Throw more tomatoes!

Sometimes the best lessons come in the form of criticism.

The occasional negative “review” of Wheat Belly on Amazon, for instance, reminds me that:

1) The Wheat Lobby is watching. At least some of the book’s critics oddly never posted anything about any other book before but occupy jobs in the wheat industry. Of course, anyone in the wheat industry has as much right to say what they want as you and I do and they’ve chosen to do so about Wheat Belly.

2) The counterarguments against the concepts detailed in Wheat Belly are, well, silly. Even during on-air debates with PhD nutritionists, I thought I was arguing with children, with their level of understanding of these comments somewhere below rudimentary. I’m happy to argue each issue, point by point, but comments like “Well, the USDA says it’s good!” just don’t hold water.

As representative of #2, witness:

This is a terribly misleading book. A healthy life for most people means a balanced diet and plenty of exercise. Blaming one of the world’s oldest staple crops for rising obesity rates is scientifically unjustified and, frankly, laughable. Common sense would deem this author incredible.

Another commenter, cmartel2, then posted this response:

I’m not sure I’d agree. Read the book. Dr. Davis’ issues with grain lie in our modern era tinkering with its genetic composition and the effects this has had on our bodies.

I’ve exercised and eaten reasonably healthy most of my life (i.e. avoiding lots of red meat, generally limiting portion size, rarely eating any junk or fast food, and if so, a grilled chicken sandwich). Still, my weight climbed gradually to 207 pounds at 5 feet, 11 inches in height. I wasn’t obese, but I wasn’t ideal, either. Once I cut out all wheat and most grains (I still rarely treat myself to some Thai food over rice on a rare occasion) from my diet, the weight just started falling off. I didn’t even try or I had a week at work where I was so busy I couldn’t make it to the gym (working 70+ hours per week) and I ended up losing weight. I’m less hungry, and I have more energy.

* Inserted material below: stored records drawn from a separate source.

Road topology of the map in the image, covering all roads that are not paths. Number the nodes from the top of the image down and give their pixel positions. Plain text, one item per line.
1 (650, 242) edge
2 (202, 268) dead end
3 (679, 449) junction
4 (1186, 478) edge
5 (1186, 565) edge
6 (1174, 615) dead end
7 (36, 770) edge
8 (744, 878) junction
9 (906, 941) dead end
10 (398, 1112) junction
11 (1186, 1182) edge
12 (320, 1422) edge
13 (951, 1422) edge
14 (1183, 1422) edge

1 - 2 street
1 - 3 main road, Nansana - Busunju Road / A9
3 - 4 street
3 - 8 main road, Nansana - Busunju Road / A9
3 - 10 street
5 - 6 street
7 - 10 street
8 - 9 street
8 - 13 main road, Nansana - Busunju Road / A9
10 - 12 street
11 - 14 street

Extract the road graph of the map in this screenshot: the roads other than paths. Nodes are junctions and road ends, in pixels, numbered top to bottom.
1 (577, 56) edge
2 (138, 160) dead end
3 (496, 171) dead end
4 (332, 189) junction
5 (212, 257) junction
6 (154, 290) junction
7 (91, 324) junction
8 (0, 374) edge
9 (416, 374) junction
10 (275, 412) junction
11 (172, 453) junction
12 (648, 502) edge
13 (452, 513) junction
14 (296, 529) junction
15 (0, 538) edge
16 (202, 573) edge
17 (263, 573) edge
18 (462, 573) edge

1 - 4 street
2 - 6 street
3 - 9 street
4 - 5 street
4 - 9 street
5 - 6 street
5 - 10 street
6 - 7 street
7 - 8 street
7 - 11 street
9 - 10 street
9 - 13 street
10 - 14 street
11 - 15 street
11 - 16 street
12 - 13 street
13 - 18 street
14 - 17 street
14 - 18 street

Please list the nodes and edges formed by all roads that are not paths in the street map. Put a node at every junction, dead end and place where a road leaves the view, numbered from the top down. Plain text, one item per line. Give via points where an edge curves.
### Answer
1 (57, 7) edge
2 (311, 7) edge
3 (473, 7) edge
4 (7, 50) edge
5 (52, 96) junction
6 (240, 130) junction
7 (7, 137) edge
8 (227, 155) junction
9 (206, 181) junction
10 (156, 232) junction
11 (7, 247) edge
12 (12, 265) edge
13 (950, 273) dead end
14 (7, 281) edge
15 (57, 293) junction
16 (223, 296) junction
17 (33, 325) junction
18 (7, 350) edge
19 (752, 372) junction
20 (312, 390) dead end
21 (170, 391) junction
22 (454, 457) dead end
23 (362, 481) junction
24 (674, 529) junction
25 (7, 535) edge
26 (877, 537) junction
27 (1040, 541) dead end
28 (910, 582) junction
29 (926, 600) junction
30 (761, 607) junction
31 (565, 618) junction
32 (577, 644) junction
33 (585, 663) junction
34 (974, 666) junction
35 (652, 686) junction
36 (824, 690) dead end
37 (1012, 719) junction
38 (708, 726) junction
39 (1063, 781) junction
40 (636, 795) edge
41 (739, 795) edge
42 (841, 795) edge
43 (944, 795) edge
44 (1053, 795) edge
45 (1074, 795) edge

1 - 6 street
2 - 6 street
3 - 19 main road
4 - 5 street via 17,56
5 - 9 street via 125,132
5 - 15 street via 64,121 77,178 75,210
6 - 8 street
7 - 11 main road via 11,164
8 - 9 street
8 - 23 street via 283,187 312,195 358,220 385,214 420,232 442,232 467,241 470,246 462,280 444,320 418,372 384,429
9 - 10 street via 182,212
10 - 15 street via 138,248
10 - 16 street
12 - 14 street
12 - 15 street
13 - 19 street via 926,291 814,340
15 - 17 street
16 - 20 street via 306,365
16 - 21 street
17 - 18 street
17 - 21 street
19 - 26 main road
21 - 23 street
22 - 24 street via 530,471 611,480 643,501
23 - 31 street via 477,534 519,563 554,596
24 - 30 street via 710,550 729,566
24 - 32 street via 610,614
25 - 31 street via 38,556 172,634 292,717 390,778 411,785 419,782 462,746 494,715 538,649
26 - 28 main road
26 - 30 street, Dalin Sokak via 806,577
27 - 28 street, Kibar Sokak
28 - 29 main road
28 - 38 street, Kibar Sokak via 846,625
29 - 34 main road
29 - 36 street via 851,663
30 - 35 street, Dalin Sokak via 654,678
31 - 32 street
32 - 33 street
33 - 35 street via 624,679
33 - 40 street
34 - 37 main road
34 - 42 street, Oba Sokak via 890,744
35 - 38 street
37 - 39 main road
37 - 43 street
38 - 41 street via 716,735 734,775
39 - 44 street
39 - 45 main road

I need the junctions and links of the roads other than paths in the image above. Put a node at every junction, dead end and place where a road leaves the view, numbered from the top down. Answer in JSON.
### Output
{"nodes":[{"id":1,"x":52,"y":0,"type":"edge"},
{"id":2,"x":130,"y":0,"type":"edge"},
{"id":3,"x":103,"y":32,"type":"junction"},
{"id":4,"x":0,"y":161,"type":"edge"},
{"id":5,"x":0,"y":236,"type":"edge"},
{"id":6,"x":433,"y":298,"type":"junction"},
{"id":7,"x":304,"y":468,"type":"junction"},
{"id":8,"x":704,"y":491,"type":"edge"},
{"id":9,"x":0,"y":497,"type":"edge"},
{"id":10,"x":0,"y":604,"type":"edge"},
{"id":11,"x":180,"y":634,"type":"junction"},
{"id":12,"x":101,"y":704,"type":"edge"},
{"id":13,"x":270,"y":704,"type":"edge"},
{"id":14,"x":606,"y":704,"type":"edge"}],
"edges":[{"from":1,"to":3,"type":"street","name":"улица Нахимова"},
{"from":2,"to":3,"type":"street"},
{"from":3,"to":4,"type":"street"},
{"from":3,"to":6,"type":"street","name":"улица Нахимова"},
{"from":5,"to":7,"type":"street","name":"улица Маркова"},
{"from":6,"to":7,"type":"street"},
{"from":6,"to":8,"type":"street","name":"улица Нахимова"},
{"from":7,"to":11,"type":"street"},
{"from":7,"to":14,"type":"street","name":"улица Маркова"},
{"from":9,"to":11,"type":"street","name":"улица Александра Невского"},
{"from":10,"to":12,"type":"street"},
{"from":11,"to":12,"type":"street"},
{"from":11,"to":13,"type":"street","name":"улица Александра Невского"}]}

My weight has dropped from 207 to 169 pounds over the course of 5 months. There haven’t been any flashy gimmicks I’ve followed. I’ve replaced a lot of my carbs with almonds or fruit. I guess I’ve also greatly limited my consumption of potatoes. Make no mistake, I eat until I’m full.

I really don’t have anything else to attribute all of this weight loss to. I’m just a 33-year old guy who said goodbye to wheat and most grains. Higher fiber may have played a roll. I’m still taking the same old fish oil. Still the same D-supplement. Still eating chicken and fish. Still going to the gym 2-3 times per week with 30-40 minutes of cardio.

Thanks, cmartel2, whoever you are!

Critics, as well as most dietitians and people in the nutrition community, have failed to recognize that what they thought was wheat is no longer available. Traditional wheat has been replaced by the high-yield, semi-dwarf strains that we know are genetically removed from the wheat of 1950. Just as corn in 2012 is very different—glyphosate-resistant corn, Bt toxin corn, etc.—from the strains of 1950, certainly different from traditional teosinte, so has wheat been transformed to something almost unrecognizable.